Material for this exercise:
######

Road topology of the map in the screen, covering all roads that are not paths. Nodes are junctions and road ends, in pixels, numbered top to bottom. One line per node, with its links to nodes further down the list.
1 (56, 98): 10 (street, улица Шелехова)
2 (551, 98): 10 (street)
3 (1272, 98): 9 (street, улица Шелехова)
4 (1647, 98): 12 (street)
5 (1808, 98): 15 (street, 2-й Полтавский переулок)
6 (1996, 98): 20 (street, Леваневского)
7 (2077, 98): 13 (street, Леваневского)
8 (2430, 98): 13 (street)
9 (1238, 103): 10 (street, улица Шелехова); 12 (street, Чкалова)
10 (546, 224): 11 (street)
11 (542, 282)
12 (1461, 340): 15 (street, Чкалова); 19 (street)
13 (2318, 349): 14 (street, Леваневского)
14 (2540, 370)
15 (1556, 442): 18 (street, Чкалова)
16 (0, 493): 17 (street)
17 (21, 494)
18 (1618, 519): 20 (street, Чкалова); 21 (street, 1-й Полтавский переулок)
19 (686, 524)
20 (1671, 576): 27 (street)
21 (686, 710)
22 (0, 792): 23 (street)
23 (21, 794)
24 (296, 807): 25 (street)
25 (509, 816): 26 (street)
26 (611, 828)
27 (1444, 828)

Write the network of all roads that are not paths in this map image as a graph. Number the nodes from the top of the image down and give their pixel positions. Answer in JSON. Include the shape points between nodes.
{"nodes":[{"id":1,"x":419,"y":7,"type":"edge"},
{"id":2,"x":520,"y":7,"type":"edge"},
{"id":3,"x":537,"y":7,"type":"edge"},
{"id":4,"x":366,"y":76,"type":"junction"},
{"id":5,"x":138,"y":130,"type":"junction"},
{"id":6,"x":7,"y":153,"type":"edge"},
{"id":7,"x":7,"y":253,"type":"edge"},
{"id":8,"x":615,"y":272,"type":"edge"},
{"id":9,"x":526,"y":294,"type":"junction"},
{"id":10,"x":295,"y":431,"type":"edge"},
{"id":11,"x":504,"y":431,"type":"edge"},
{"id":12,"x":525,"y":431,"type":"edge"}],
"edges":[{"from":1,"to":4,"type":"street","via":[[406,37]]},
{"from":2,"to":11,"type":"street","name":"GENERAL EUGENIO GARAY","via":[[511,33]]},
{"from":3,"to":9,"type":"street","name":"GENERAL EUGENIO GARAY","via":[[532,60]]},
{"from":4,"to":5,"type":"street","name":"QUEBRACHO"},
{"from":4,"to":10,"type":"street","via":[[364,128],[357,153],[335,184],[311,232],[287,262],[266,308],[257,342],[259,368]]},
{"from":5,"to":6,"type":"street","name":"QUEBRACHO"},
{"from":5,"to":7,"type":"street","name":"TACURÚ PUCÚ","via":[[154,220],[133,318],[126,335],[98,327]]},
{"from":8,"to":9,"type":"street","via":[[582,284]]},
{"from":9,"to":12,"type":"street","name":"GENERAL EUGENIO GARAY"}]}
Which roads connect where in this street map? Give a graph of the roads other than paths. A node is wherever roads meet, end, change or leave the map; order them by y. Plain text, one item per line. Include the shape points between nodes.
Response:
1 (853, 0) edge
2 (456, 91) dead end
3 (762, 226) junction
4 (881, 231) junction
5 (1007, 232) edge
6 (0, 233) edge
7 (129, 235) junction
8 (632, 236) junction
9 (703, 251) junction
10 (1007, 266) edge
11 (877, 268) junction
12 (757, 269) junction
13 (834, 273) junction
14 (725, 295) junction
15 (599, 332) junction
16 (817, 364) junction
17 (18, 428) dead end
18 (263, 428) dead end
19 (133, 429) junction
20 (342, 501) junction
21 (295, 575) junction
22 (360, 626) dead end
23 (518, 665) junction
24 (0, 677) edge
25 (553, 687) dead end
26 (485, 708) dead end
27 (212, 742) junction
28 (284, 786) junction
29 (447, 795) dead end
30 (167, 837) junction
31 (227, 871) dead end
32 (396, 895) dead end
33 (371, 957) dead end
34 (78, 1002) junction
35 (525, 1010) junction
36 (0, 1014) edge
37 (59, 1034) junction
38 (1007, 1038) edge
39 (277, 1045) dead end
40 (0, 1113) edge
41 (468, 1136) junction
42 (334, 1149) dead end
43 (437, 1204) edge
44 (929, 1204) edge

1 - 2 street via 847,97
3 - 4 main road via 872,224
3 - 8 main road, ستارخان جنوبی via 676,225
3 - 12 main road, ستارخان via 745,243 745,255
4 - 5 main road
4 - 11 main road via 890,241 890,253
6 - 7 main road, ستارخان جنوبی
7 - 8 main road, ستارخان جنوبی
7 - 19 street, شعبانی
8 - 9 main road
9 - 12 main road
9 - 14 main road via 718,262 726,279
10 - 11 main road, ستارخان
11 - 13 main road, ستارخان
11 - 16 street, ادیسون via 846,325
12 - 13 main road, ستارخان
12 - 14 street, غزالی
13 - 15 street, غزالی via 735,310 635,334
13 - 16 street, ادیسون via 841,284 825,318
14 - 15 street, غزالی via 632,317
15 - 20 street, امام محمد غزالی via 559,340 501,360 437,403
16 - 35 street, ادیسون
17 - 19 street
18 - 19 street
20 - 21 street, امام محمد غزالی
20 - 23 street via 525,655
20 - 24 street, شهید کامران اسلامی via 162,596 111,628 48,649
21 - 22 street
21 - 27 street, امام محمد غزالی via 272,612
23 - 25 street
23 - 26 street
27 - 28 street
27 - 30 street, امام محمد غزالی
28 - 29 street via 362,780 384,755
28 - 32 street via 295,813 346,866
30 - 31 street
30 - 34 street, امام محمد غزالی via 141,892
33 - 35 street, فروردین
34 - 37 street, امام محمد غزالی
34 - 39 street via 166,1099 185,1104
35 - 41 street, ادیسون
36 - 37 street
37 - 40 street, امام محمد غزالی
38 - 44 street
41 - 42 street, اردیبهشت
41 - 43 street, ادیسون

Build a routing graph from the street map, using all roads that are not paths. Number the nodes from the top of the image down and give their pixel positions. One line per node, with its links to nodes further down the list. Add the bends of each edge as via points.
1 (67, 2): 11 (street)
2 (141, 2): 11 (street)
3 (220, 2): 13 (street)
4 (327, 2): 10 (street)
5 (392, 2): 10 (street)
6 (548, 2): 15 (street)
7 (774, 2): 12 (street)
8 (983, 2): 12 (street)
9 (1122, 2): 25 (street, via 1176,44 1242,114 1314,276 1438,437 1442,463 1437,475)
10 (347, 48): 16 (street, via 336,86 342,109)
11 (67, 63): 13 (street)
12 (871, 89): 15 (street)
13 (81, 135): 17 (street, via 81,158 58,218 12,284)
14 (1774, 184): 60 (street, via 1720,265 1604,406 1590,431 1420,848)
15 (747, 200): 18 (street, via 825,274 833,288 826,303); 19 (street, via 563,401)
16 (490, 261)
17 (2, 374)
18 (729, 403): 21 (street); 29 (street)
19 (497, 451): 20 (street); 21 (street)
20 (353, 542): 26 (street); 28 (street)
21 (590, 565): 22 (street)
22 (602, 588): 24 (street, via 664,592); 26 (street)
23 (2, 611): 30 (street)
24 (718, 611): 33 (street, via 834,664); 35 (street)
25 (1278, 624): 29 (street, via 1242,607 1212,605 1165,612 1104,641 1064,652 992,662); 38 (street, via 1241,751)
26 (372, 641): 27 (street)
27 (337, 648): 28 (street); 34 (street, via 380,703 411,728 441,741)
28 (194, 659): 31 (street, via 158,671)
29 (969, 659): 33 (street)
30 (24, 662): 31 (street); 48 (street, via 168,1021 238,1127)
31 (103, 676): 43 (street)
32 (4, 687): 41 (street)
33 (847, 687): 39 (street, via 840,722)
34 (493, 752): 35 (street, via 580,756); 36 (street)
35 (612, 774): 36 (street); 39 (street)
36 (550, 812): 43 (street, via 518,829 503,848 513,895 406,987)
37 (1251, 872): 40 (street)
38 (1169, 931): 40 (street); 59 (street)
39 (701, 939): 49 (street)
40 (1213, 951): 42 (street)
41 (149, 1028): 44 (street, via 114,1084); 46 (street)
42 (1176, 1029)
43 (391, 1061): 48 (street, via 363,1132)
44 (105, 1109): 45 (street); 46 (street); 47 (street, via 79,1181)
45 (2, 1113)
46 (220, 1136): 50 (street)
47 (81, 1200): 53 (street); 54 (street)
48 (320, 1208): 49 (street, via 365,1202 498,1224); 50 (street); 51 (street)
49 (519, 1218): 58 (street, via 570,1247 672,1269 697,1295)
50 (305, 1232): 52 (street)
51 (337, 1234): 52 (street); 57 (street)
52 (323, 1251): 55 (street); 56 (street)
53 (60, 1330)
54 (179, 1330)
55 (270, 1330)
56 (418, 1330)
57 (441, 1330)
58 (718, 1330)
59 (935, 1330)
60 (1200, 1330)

######

Problem:
How many lines of these entries hold the string "Чкалова"? Answer with the number alone.

Output of the task:
4